** RECORDS SHOWN follows **

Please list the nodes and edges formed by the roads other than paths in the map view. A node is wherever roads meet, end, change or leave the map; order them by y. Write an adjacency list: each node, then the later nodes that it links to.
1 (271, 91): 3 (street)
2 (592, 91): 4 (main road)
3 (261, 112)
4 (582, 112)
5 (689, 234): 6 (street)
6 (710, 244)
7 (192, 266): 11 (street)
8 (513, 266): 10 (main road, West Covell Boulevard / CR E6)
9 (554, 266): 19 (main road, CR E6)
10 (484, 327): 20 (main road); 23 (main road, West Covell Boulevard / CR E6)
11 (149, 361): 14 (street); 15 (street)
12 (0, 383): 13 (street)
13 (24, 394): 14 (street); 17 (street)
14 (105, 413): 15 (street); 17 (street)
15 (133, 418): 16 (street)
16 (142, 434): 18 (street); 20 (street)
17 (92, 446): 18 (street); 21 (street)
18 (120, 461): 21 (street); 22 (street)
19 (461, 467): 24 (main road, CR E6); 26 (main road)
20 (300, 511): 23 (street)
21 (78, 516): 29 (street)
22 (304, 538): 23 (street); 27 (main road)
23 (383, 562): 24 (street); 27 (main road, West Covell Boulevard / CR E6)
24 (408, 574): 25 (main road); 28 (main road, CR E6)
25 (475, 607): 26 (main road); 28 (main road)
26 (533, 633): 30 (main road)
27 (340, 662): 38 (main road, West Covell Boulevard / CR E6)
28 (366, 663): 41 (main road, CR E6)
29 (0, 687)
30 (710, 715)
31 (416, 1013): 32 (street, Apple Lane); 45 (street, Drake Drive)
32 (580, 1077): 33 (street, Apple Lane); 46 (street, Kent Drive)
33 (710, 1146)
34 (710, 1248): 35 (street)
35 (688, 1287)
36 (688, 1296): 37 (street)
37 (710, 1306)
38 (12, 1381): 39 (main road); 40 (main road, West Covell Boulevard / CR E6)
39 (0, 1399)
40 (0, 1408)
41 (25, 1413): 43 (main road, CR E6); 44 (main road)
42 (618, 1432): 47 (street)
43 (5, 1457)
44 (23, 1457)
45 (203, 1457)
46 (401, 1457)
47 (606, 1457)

** End of RECORDS SHOWN **

* **ACTIVITY**
The expected response is the full data, reproduced exactly.

* **WRITTEN ANSWER**
Please list the nodes and edges formed by the roads other than paths in the map view. A node is wherever roads meet, end, change or leave the map; order them by y. Write an adjacency list: each node, then the later nodes that it links to.
1 (271, 91): 3 (street)
2 (592, 91): 4 (main road)
3 (261, 112)
4 (582, 112)
5 (689, 234): 6 (street)
6 (710, 244)
7 (192, 266): 11 (street)
8 (513, 266): 10 (main road, West Covell Boulevard / CR E6)
9 (554, 266): 19 (main road, CR E6)
10 (484, 327): 20 (main road); 23 (main road, West Covell Boulevard / CR E6)
11 (149, 361): 14 (street); 15 (street)
12 (0, 383): 13 (street)
13 (24, 394): 14 (street); 17 (street)
14 (105, 413): 15 (street); 17 (street)
15 (133, 418): 16 (street)
16 (142, 434): 18 (street); 20 (street)
17 (92, 446): 18 (street); 21 (street)
18 (120, 461): 21 (street); 22 (street)
19 (461, 467): 24 (main road, CR E6); 26 (main road)
20 (300, 511): 23 (street)
21 (78, 516): 29 (street)
22 (304, 538): 23 (street); 27 (main road)
23 (383, 562): 24 (street); 27 (main road, West Covell Boulevard / CR E6)
24 (408, 574): 25 (main road); 28 (main road, CR E6)
25 (475, 607): 26 (main road); 28 (main road)
26 (533, 633): 30 (main road)
27 (340, 662): 38 (main road, West Covell Boulevard / CR E6)
28 (366, 663): 41 (main road, CR E6)
29 (0, 687)
30 (710, 715)
31 (416, 1013): 32 (street, Apple Lane); 45 (street, Drake Drive)
32 (580, 1077): 33 (street, Apple Lane); 46 (street, Kent Drive)
33 (710, 1146)
34 (710, 1248): 35 (street)
35 (688, 1287)
36 (688, 1296): 37 (street)
37 (710, 1306)
38 (12, 1381): 39 (main road); 40 (main road, West Covell Boulevard / CR E6)
39 (0, 1399)
40 (0, 1408)
41 (25, 1413): 43 (main road, CR E6); 44 (main road)
42 (618, 1432): 47 (street)
43 (5, 1457)
44 (23, 1457)
45 (203, 1457)
46 (401, 1457)
47 (606, 1457)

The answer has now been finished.